**EXERCISE DIRECTIONS:**
With the records as your source, report how many lines contain "Mayer". Add no other words.
╭─ RECORDED INFORMATION
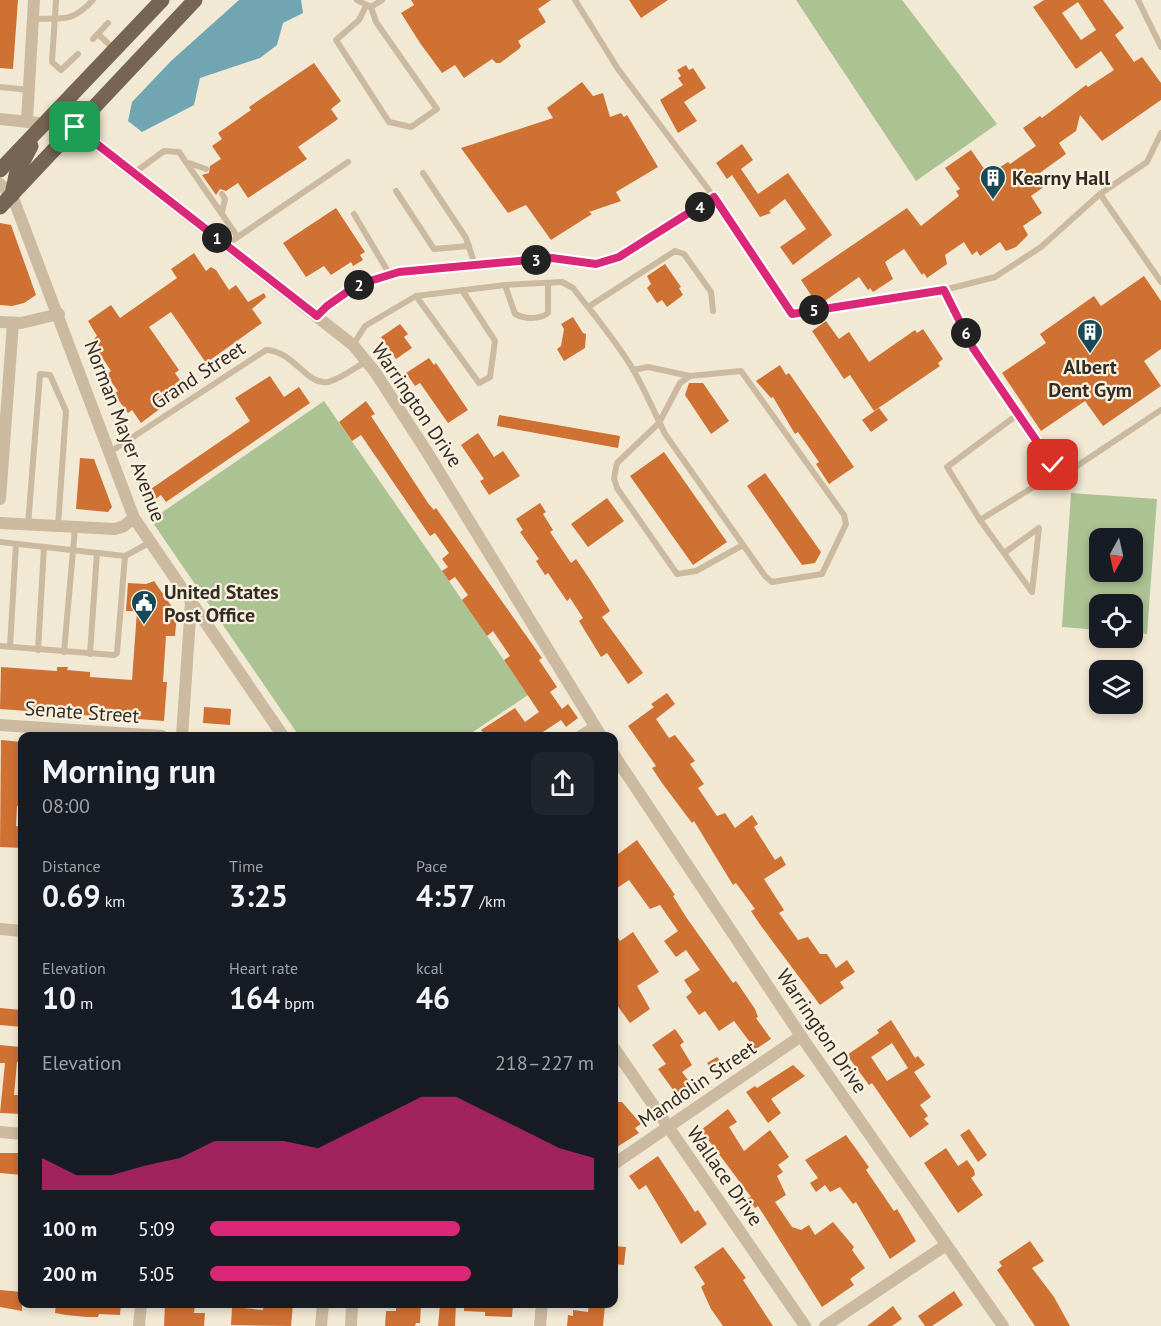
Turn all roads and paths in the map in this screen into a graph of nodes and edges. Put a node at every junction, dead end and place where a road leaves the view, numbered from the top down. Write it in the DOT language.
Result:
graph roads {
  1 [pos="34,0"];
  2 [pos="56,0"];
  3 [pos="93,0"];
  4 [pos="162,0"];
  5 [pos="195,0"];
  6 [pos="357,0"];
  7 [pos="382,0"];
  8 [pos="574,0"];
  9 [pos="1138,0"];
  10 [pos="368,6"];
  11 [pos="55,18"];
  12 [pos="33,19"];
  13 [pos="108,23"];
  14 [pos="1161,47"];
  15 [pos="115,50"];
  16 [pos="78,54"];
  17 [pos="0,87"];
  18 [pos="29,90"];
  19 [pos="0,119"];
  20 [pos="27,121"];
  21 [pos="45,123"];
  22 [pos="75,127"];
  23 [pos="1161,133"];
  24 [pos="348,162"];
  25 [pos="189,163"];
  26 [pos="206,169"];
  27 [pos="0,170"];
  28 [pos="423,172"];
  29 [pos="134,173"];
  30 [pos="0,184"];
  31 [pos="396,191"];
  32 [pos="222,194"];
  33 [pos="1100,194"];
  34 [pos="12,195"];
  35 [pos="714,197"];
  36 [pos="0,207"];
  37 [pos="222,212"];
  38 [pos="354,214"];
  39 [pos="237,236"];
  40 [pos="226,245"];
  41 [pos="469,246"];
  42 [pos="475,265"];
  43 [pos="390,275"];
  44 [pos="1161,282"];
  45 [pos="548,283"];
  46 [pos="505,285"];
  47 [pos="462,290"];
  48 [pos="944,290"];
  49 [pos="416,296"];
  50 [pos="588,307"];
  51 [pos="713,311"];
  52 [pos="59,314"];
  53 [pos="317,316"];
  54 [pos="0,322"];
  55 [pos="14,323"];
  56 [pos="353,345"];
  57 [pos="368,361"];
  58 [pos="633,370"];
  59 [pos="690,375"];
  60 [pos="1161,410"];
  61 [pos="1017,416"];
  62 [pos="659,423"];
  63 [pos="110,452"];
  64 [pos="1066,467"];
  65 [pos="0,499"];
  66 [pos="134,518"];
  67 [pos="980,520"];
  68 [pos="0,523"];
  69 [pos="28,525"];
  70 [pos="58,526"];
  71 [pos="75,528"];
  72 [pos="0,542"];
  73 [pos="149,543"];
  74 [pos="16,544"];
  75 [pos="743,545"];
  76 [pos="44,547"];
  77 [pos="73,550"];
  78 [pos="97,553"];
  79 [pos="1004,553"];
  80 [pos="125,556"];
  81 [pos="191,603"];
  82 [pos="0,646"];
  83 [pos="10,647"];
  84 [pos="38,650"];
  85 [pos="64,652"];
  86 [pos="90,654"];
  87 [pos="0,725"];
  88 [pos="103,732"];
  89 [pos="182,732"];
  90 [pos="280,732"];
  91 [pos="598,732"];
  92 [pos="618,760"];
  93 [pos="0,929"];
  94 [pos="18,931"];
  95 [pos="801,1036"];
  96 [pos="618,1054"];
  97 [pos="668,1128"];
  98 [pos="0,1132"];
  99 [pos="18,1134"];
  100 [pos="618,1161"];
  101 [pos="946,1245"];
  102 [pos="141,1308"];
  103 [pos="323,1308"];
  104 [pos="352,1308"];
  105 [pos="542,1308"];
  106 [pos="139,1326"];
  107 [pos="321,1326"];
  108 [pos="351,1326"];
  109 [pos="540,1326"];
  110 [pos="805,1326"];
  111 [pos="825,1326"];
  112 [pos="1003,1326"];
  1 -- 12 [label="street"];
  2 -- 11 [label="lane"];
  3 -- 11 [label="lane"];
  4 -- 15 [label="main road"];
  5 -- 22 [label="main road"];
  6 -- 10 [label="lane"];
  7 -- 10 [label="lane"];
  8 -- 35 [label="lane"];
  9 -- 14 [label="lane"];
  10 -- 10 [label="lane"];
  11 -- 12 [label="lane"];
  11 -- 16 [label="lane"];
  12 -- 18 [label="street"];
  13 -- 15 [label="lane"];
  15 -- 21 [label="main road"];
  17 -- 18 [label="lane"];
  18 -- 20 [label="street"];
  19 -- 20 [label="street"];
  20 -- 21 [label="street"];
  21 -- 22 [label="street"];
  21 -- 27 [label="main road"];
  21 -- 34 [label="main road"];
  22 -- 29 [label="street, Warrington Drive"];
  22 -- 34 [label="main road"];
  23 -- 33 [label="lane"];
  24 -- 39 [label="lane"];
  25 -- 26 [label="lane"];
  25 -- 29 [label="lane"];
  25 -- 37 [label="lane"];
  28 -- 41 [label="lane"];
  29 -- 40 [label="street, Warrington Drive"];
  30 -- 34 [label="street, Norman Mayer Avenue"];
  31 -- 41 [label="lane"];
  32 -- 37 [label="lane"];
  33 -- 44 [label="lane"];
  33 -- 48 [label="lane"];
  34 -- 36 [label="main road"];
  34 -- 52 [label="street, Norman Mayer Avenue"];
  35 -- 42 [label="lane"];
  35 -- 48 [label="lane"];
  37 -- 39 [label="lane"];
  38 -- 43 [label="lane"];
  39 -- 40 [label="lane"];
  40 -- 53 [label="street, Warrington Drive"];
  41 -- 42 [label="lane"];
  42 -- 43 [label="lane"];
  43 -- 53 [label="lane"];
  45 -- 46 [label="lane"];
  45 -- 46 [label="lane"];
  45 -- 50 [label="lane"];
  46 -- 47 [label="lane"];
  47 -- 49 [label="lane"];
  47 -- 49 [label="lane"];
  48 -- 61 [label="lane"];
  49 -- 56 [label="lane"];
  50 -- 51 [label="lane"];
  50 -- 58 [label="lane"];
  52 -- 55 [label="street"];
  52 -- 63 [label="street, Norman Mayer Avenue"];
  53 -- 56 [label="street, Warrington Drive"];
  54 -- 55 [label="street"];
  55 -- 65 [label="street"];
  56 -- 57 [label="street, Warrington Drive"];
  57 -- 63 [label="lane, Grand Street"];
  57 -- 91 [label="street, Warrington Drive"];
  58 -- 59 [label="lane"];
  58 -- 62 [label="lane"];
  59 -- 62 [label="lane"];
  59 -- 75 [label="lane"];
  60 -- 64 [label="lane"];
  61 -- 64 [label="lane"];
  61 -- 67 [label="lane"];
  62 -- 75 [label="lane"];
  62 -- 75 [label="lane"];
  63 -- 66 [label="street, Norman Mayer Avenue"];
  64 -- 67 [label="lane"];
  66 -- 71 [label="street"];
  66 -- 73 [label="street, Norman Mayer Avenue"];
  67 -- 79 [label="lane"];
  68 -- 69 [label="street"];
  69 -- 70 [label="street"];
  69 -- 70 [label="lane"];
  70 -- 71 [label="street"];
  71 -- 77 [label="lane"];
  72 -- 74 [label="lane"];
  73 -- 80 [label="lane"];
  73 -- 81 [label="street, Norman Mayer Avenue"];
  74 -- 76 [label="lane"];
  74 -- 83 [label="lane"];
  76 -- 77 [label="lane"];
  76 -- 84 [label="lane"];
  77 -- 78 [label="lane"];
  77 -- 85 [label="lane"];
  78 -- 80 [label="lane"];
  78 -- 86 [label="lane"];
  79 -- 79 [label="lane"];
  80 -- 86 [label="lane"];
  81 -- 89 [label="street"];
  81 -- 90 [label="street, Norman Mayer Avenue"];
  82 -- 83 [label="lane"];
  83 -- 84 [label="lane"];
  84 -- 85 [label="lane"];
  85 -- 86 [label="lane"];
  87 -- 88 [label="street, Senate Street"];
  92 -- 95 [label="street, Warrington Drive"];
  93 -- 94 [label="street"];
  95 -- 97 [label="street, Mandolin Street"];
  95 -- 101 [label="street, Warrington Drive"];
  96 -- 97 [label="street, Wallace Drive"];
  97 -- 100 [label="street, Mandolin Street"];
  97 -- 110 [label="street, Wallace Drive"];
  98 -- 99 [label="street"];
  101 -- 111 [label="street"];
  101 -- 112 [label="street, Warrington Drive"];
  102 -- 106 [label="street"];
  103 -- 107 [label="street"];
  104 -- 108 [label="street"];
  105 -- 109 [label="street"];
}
╰─
╭─ RECORDED INFORMATION
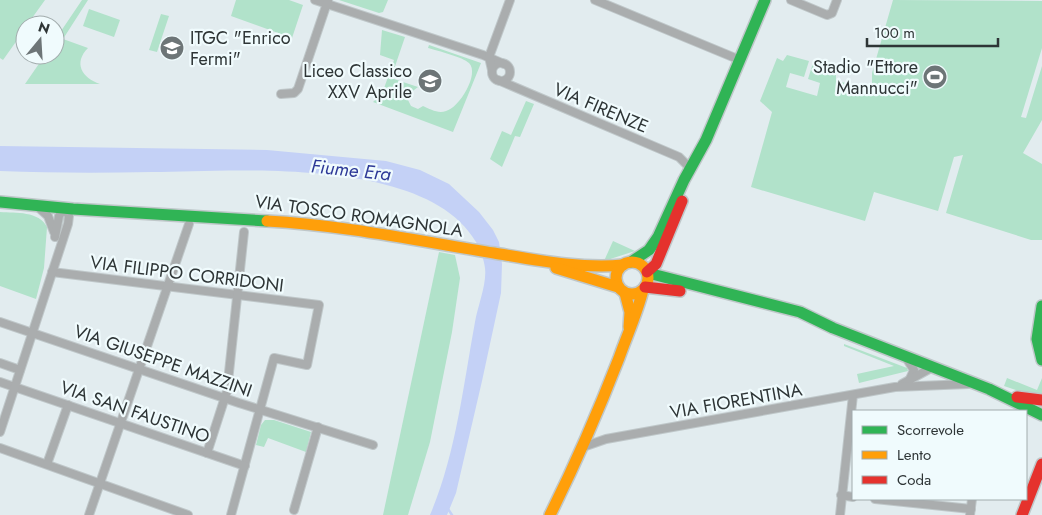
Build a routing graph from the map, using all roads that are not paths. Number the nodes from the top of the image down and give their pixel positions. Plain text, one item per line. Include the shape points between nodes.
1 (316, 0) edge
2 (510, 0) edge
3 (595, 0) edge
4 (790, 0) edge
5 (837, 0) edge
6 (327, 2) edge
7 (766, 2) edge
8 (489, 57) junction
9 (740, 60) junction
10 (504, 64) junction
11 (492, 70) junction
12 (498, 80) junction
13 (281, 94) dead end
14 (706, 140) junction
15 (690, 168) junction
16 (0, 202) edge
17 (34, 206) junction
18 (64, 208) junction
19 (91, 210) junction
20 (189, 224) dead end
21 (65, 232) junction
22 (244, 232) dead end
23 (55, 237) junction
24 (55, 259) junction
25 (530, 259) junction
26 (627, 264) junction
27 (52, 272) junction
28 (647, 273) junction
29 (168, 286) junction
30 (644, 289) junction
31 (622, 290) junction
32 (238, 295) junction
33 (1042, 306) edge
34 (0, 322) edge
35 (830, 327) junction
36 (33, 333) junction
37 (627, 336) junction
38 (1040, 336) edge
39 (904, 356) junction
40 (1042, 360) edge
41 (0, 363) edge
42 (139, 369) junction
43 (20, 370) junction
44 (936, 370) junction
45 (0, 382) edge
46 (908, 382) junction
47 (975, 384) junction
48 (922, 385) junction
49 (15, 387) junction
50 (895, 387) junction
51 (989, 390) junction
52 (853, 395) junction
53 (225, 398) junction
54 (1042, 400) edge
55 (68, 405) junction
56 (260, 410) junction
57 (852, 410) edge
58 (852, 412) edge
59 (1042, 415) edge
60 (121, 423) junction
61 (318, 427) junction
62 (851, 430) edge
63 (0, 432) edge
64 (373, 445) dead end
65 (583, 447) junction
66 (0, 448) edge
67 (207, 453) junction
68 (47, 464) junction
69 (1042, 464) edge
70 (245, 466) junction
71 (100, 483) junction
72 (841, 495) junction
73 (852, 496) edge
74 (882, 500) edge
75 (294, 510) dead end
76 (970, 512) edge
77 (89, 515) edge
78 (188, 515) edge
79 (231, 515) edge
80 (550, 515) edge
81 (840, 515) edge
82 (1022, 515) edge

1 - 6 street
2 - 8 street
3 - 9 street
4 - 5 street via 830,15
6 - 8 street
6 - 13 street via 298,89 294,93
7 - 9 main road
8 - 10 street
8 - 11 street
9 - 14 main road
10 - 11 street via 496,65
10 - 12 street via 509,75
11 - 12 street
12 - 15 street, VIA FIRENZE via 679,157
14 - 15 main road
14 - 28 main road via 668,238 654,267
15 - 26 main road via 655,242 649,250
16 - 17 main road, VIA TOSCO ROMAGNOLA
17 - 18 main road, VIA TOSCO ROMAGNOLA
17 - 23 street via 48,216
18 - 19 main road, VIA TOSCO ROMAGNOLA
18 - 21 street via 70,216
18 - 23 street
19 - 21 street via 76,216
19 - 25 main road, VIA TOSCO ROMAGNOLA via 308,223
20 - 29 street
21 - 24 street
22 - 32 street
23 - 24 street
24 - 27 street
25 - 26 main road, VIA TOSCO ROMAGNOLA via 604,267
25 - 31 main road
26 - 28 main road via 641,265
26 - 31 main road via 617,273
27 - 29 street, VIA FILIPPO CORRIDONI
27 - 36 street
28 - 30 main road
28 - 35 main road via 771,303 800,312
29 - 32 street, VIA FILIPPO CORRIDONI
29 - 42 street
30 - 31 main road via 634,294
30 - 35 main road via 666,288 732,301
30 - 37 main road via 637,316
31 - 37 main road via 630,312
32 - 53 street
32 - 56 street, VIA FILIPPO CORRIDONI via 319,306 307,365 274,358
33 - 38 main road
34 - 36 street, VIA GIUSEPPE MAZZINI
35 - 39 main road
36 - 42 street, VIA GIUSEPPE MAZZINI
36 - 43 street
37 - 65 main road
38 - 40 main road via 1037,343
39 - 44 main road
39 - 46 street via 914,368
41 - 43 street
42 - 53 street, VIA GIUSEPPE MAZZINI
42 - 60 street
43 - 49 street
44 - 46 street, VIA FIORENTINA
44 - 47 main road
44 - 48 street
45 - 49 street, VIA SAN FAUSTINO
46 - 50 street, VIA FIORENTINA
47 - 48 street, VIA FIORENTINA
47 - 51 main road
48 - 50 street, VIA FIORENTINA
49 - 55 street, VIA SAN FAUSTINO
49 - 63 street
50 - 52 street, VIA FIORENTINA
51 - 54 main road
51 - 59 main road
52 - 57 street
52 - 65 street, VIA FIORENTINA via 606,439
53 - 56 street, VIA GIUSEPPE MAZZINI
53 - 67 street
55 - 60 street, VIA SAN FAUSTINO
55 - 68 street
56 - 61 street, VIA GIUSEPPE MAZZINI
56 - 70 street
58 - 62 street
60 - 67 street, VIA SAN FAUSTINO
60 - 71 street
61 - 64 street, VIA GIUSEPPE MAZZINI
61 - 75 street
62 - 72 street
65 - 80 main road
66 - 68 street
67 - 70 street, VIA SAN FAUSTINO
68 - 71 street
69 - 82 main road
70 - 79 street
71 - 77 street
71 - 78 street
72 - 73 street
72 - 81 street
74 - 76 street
╰─
**SOLUTION TO THIS PROBLEM:**
7